Abandoned settlement in Humboldt County, California

Oketo is a former Yurok settlement in Humboldt County, California, United States, but experts differ on what the names were of the settlement itself and of the nearby waterway now called Big Lagoon. Yurok author Chenahwah Weitchahwah (Lucy Thompson) used the name Ah-ca-tah when mentioning the location of a religious practice but was unclear whether she was naming the village or lagoon. Peter Palmquist placed the village at the south shore of the lagoon. A. L. Kroeber said the village was called Opyuweg (Chwaltaike by the Hupa), mapping it in more detail. T. T. Waterman said the lagoon was named Oketo and pinpointed the village most precisely as Opyuweg, setting it west of a southern promontory of the lagoon and of a settlement called piNpa.

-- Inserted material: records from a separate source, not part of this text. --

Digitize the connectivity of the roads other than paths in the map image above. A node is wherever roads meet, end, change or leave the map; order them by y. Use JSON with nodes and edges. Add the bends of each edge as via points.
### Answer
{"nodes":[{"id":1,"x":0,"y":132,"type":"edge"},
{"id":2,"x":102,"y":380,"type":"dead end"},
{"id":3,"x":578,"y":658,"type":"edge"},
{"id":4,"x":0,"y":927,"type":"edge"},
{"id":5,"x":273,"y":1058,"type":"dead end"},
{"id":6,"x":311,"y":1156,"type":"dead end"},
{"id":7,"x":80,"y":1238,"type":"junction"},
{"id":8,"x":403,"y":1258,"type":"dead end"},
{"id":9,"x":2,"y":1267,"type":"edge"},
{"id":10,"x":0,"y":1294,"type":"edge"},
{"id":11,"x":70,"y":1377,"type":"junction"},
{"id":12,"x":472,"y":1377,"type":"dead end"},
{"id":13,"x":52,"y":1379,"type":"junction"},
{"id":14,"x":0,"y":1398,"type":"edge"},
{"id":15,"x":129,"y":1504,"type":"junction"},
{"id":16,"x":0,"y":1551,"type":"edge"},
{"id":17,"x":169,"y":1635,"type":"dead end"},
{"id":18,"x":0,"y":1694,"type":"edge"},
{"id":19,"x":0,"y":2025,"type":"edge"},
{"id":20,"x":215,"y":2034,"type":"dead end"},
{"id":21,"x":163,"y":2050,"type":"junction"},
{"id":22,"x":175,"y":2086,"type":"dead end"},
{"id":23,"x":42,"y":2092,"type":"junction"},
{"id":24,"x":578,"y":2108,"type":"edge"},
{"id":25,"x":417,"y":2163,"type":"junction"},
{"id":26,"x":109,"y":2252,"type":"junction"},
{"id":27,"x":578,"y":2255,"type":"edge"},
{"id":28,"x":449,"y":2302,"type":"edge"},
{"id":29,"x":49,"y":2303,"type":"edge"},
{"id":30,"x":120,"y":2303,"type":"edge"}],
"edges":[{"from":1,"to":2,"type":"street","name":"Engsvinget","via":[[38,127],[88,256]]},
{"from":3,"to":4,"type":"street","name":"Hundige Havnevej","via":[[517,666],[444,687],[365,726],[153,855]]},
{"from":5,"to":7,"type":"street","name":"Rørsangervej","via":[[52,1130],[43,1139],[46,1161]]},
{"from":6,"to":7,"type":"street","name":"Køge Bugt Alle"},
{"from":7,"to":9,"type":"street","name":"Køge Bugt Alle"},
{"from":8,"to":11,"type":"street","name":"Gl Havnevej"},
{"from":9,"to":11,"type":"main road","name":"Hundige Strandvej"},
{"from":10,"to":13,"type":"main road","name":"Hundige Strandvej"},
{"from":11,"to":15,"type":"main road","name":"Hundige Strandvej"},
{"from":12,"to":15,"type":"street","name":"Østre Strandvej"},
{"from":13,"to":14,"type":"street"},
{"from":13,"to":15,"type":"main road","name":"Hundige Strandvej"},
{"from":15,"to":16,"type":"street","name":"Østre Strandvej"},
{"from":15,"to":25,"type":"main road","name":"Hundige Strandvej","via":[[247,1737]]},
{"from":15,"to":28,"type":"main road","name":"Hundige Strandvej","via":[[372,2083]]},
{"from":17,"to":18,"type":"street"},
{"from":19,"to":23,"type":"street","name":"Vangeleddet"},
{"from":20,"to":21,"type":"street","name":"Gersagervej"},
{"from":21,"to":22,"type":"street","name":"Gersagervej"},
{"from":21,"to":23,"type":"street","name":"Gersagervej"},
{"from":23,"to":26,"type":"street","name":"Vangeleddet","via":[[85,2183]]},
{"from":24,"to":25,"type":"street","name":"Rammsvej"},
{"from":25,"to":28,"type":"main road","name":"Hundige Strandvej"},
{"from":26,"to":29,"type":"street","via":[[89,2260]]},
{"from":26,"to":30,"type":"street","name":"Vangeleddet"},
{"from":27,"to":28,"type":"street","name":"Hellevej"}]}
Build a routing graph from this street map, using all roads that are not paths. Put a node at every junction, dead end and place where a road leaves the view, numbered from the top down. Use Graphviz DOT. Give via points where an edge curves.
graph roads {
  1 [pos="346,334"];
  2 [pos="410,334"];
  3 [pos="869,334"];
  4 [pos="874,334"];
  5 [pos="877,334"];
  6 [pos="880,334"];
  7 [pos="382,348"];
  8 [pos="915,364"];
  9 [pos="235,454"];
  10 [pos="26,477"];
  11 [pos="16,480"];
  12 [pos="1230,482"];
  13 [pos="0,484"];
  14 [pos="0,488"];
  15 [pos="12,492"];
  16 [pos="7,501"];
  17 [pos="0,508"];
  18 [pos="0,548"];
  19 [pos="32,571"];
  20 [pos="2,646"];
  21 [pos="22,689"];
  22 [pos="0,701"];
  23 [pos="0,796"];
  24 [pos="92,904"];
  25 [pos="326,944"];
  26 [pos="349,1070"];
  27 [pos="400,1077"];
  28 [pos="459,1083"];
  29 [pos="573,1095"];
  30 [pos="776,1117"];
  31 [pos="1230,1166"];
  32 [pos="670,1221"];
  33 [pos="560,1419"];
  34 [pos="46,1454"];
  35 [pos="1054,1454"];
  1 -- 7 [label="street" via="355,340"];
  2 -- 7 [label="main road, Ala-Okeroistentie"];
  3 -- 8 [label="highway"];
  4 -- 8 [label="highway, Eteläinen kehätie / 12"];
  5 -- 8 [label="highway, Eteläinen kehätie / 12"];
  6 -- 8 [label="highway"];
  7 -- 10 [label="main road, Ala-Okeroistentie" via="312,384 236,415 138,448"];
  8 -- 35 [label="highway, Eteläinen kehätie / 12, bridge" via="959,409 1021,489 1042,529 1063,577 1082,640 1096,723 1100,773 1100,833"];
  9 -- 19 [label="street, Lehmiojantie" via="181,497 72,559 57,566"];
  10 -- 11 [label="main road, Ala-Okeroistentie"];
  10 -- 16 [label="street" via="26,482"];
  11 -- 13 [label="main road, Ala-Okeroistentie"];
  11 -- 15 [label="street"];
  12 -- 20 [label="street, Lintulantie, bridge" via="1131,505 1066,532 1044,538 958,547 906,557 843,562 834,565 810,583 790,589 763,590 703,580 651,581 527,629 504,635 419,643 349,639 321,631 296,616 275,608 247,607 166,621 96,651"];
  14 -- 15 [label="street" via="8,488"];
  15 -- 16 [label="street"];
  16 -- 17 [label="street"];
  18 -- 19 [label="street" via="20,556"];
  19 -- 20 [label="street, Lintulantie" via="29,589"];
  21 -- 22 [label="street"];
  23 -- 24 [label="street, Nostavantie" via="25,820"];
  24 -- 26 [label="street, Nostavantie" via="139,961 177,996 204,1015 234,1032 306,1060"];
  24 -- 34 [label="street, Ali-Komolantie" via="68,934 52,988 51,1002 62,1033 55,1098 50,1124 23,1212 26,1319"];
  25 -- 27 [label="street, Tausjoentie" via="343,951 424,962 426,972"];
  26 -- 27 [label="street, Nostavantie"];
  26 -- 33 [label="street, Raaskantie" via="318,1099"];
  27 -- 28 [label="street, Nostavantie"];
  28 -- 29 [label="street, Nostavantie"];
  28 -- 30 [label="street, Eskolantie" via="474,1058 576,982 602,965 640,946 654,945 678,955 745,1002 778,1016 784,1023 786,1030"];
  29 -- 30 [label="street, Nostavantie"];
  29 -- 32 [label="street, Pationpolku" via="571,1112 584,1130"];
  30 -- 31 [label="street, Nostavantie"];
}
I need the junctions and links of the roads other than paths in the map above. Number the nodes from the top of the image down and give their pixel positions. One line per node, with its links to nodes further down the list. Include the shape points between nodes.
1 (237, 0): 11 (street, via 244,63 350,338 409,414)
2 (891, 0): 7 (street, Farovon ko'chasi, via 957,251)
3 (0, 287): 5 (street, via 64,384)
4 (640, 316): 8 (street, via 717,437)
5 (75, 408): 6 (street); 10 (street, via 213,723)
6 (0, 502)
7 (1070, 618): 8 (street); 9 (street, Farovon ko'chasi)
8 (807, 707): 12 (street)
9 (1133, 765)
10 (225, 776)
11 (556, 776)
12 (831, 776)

Coastal Yuroks call themselves Ner-'er-'ner or Ner-er-ner and upriver Yuroks call themselves Pue-lik-lo' or Polikla. In his notes, C. H. Merriman recorded that Oketo was the name the Polikla or Pue-lik-lo' used for a Ner-er-ner village at Big Lagoon.

Weitchahwah said a major religious performance called Wah-neck-wel-ah-gaw was performed there biannually and, when Europeans first arrived, it was also still held at Orick, Reck-woy, and Pec-wan, her birthplace. Kroeber says Opyuweg was the largest settlement at Big Lagoon, and among the largest along the Ner-'er-'ner coast.